***** The input *****

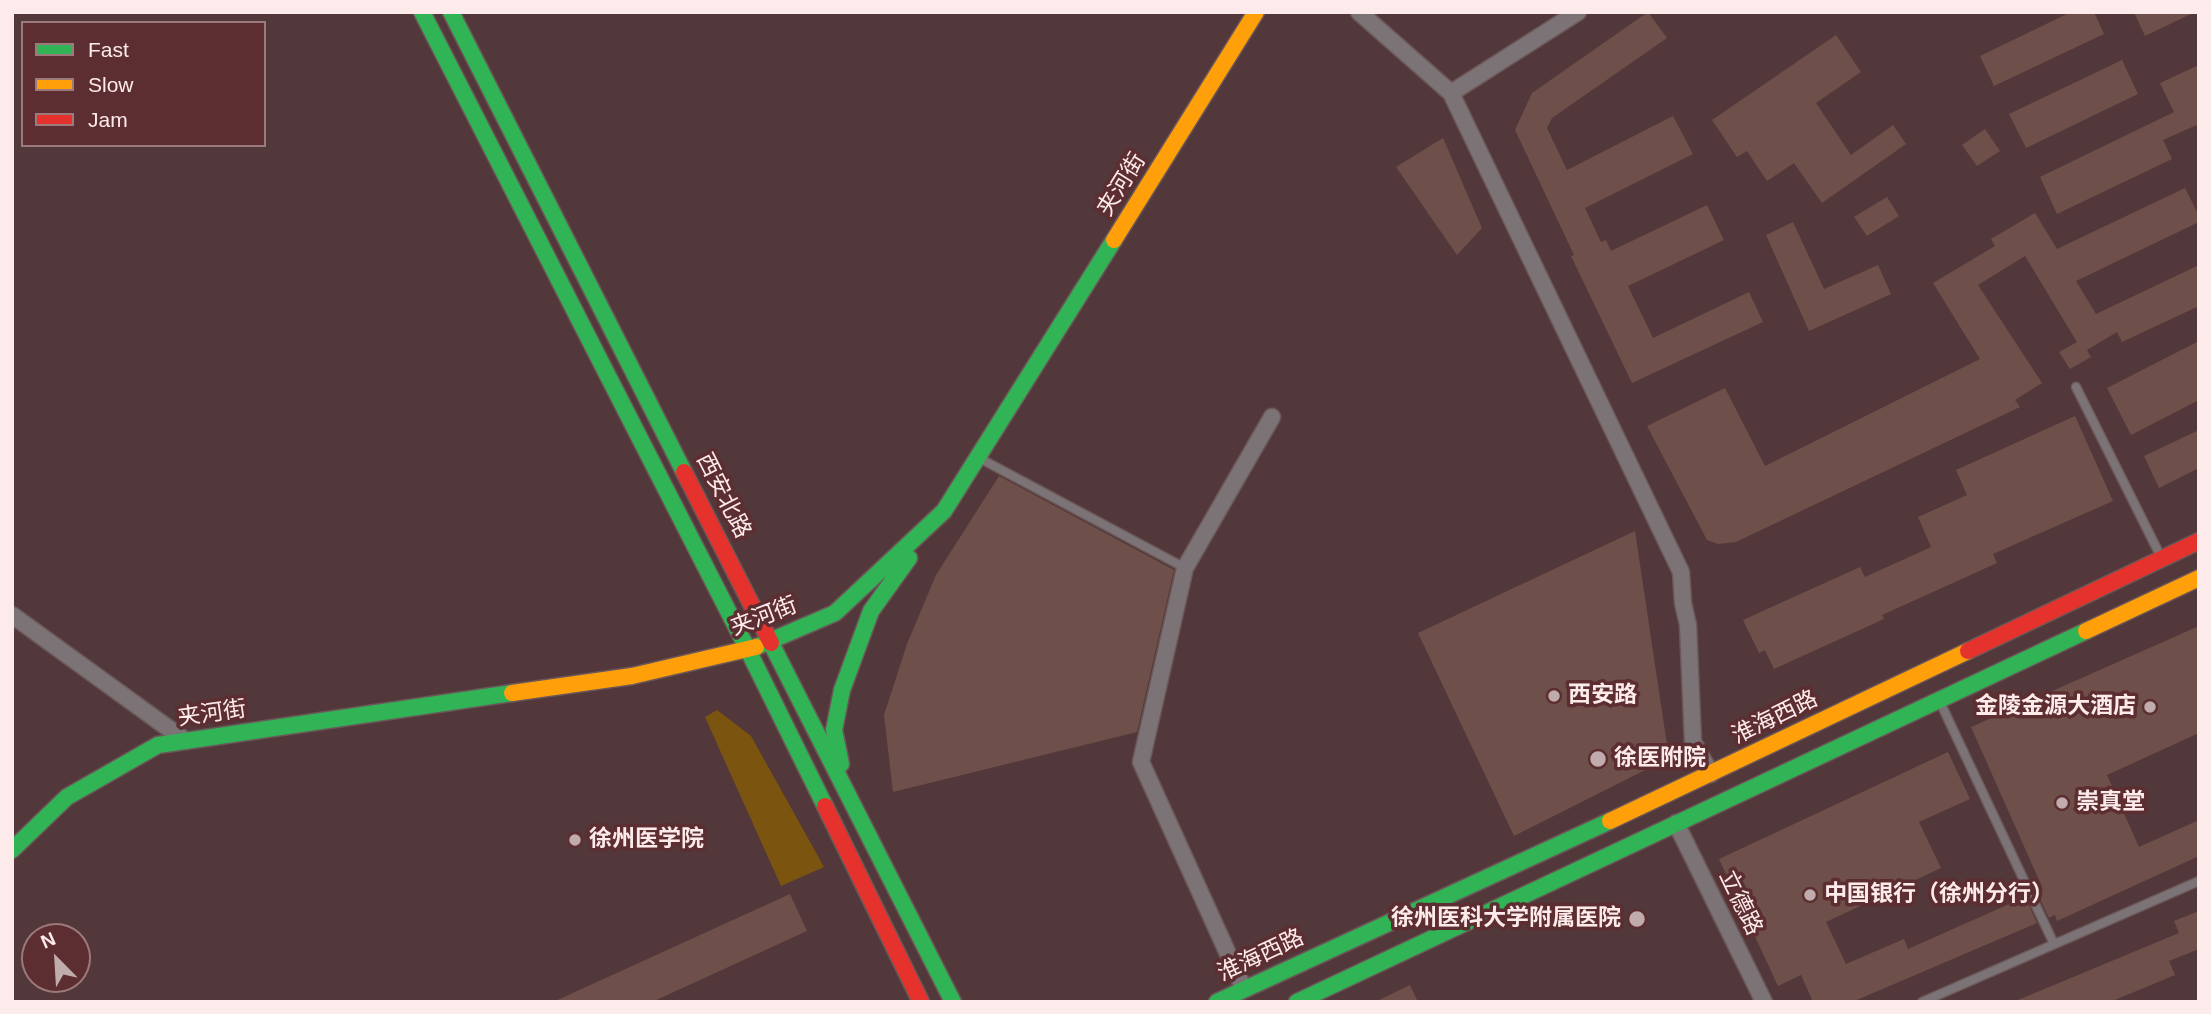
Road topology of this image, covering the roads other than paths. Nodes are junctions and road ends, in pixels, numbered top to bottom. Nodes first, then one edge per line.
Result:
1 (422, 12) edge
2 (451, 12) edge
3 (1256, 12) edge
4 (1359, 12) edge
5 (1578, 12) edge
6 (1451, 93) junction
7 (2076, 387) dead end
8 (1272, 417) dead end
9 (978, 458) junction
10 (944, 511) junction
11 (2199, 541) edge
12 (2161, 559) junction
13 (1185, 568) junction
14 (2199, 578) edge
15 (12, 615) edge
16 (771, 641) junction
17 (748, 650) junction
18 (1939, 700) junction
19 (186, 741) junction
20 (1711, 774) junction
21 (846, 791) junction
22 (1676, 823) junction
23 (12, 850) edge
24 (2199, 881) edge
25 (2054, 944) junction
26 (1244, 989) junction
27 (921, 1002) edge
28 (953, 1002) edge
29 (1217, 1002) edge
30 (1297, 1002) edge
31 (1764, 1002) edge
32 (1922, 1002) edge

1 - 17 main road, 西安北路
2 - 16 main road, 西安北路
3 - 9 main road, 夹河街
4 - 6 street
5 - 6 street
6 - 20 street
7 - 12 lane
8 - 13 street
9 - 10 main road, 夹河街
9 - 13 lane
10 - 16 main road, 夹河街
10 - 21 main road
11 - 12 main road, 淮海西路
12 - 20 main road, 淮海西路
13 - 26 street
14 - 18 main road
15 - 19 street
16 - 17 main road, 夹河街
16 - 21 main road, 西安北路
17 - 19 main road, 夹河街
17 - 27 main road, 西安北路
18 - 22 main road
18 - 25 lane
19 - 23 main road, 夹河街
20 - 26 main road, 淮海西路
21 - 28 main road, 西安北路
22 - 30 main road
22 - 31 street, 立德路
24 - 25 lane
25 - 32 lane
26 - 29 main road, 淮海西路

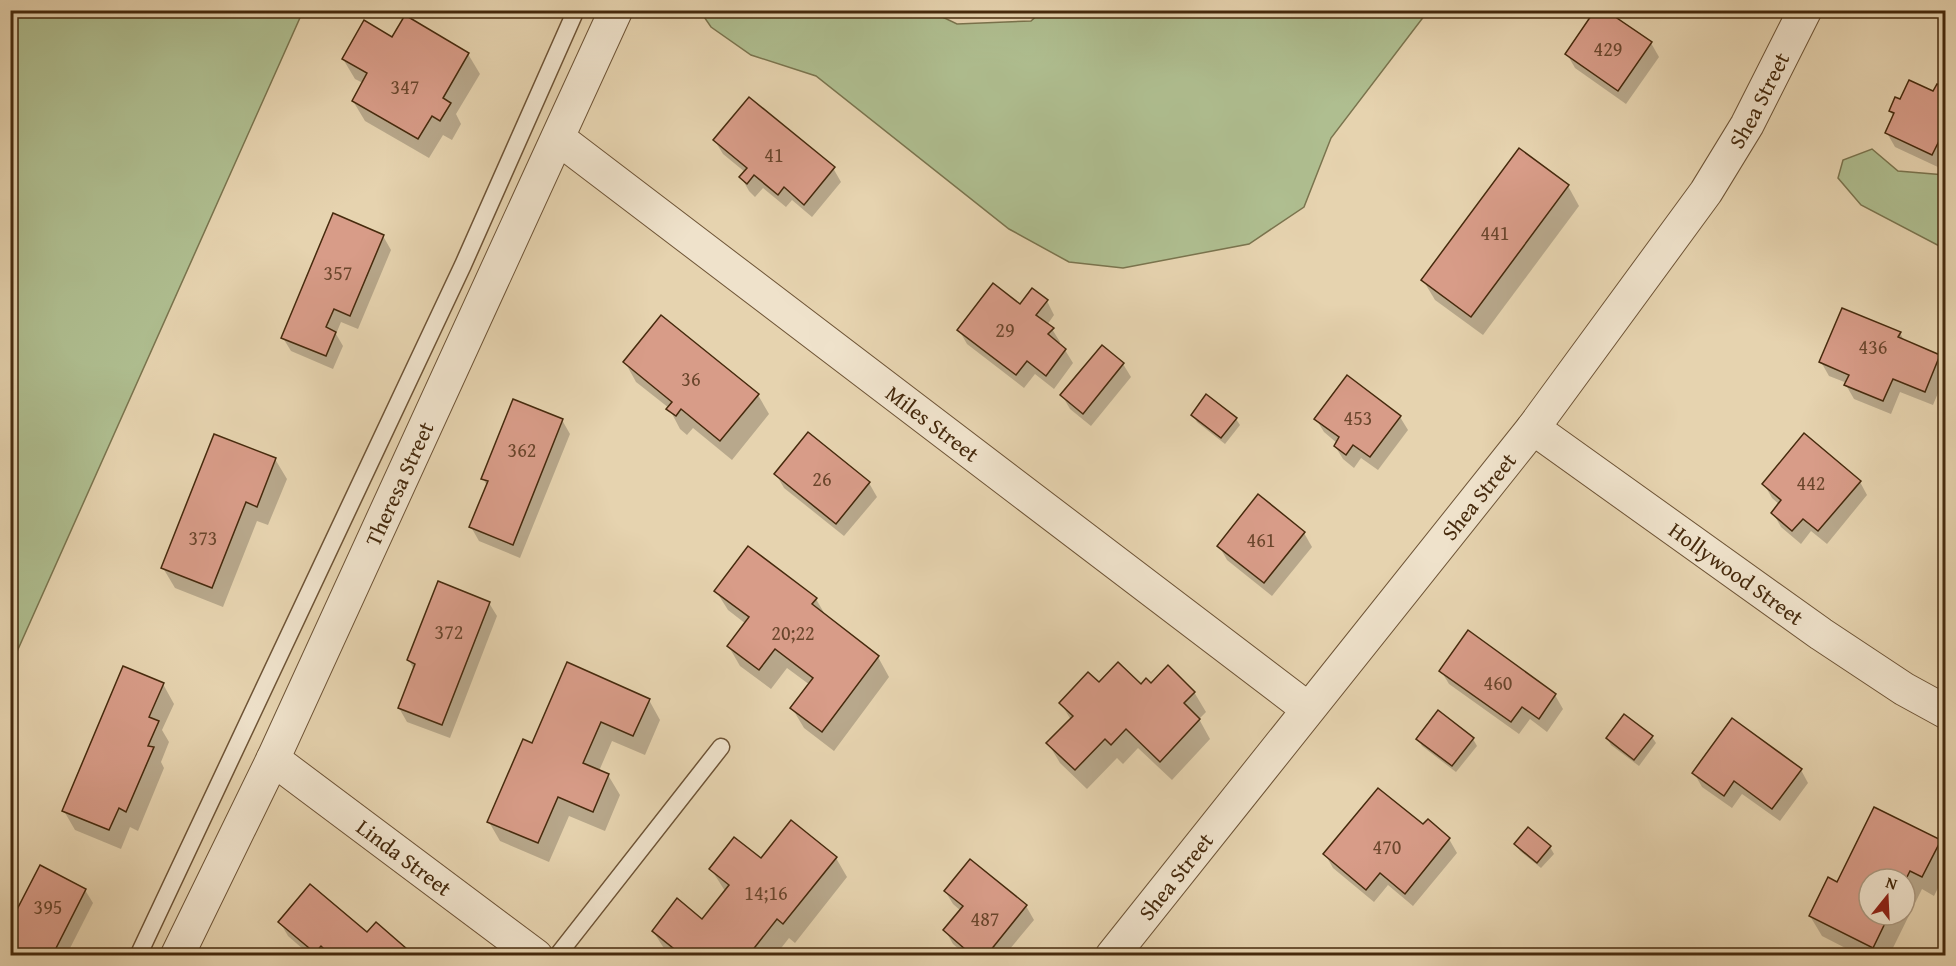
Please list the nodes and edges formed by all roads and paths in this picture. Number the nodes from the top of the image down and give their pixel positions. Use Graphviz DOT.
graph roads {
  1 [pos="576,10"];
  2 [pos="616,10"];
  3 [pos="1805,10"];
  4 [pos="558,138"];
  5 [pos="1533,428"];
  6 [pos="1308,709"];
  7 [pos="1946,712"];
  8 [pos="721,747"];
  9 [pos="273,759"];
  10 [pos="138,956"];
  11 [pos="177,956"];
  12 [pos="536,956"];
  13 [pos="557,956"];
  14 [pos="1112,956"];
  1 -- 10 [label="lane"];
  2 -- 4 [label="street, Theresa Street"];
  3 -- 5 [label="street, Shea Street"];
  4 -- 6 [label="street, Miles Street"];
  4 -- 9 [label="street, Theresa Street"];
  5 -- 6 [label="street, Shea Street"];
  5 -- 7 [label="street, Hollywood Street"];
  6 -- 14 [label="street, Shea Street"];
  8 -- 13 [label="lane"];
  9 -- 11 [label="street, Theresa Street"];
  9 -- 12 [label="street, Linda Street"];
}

*****

— Activity —
The answer should be a number alone: how many lines of the entries hold the word "roads"?

— Answer area —
3